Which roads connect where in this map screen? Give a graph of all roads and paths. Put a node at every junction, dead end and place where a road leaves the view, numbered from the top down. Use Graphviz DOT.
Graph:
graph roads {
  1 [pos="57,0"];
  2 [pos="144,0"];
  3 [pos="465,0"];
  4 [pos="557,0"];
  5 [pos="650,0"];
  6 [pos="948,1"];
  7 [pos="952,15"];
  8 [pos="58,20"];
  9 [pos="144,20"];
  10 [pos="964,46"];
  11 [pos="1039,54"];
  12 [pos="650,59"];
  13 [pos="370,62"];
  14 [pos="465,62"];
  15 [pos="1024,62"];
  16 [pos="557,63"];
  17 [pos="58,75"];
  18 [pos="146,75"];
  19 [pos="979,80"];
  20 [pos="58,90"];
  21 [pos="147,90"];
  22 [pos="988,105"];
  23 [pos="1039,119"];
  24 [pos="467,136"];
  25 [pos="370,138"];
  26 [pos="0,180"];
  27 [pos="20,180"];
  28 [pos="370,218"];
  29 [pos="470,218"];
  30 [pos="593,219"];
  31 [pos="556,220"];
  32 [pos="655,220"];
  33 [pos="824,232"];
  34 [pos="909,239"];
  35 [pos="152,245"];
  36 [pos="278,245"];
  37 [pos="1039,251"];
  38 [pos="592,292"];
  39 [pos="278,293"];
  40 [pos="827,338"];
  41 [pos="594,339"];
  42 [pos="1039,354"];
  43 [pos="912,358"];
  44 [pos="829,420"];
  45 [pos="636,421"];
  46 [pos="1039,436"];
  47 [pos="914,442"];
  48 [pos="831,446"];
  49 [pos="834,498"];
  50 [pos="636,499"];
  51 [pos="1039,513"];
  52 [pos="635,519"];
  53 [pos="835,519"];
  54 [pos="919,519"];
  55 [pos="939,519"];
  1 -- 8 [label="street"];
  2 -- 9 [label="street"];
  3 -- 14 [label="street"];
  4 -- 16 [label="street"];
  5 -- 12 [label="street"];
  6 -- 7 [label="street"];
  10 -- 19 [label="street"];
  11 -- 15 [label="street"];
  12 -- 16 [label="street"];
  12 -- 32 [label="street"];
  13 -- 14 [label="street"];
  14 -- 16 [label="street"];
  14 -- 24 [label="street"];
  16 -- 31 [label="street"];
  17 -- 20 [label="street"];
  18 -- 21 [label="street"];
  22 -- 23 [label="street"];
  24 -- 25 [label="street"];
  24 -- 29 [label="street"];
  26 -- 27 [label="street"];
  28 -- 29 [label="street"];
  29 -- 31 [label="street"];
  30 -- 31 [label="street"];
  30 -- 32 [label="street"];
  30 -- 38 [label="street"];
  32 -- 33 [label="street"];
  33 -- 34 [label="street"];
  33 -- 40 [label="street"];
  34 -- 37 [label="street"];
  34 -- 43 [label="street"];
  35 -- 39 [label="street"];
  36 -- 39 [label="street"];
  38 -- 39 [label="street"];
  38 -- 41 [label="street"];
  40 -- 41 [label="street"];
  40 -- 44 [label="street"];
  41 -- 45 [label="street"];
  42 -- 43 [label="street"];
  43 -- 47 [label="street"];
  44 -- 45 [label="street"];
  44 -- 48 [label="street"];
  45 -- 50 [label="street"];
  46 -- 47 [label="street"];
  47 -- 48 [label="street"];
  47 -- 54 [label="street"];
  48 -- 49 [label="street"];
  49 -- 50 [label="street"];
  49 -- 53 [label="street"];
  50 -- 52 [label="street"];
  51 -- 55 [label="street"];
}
◇ ◇ ◇
**REQUIREMENT:** Reproduce each line above without any alteration.

**OUTPUT BELOW:**
Which roads connect where in this map screen? Give a graph of all roads and paths. Put a node at every junction, dead end and place where a road leaves the view, numbered from the top down. Use Graphviz DOT.
Graph:
graph roads {
  1 [pos="57,0"];
  2 [pos="144,0"];
  3 [pos="465,0"];
  4 [pos="557,0"];
  5 [pos="650,0"];
  6 [pos="948,1"];
  7 [pos="952,15"];
  8 [pos="58,20"];
  9 [pos="144,20"];
  10 [pos="964,46"];
  11 [pos="1039,54"];
  12 [pos="650,59"];
  13 [pos="370,62"];
  14 [pos="465,62"];
  15 [pos="1024,62"];
  16 [pos="557,63"];
  17 [pos="58,75"];
  18 [pos="146,75"];
  19 [pos="979,80"];
  20 [pos="58,90"];
  21 [pos="147,90"];
  22 [pos="988,105"];
  23 [pos="1039,119"];
  24 [pos="467,136"];
  25 [pos="370,138"];
  26 [pos="0,180"];
  27 [pos="20,180"];
  28 [pos="370,218"];
  29 [pos="470,218"];
  30 [pos="593,219"];
  31 [pos="556,220"];
  32 [pos="655,220"];
  33 [pos="824,232"];
  34 [pos="909,239"];
  35 [pos="152,245"];
  36 [pos="278,245"];
  37 [pos="1039,251"];
  38 [pos="592,292"];
  39 [pos="278,293"];
  40 [pos="827,338"];
  41 [pos="594,339"];
  42 [pos="1039,354"];
  43 [pos="912,358"];
  44 [pos="829,420"];
  45 [pos="636,421"];
  46 [pos="1039,436"];
  47 [pos="914,442"];
  48 [pos="831,446"];
  49 [pos="834,498"];
  50 [pos="636,499"];
  51 [pos="1039,513"];
  52 [pos="635,519"];
  53 [pos="835,519"];
  54 [pos="919,519"];
  55 [pos="939,519"];
  1 -- 8 [label="street"];
  2 -- 9 [label="street"];
  3 -- 14 [label="street"];
  4 -- 16 [label="street"];
  5 -- 12 [label="street"];
  6 -- 7 [label="street"];
  10 -- 19 [label="street"];
  11 -- 15 [label="street"];
  12 -- 16 [label="street"];
  12 -- 32 [label="street"];
  13 -- 14 [label="street"];
  14 -- 16 [label="street"];
  14 -- 24 [label="street"];
  16 -- 31 [label="street"];
  17 -- 20 [label="street"];
  18 -- 21 [label="street"];
  22 -- 23 [label="street"];
  24 -- 25 [label="street"];
  24 -- 29 [label="street"];
  26 -- 27 [label="street"];
  28 -- 29 [label="street"];
  29 -- 31 [label="street"];
  30 -- 31 [label="street"];
  30 -- 32 [label="street"];
  30 -- 38 [label="street"];
  32 -- 33 [label="street"];
  33 -- 34 [label="street"];
  33 -- 40 [label="street"];
  34 -- 37 [label="street"];
  34 -- 43 [label="street"];
  35 -- 39 [label="street"];
  36 -- 39 [label="street"];
  38 -- 39 [label="street"];
  38 -- 41 [label="street"];
  40 -- 41 [label="street"];
  40 -- 44 [label="street"];
  41 -- 45 [label="street"];
  42 -- 43 [label="street"];
  43 -- 47 [label="street"];
  44 -- 45 [label="street"];
  44 -- 48 [label="street"];
  45 -- 50 [label="street"];
  46 -- 47 [label="street"];
  47 -- 48 [label="street"];
  47 -- 54 [label="street"];
  48 -- 49 [label="street"];
  49 -- 50 [label="street"];
  49 -- 53 [label="street"];
  50 -- 52 [label="street"];
  51 -- 55 [label="street"];
}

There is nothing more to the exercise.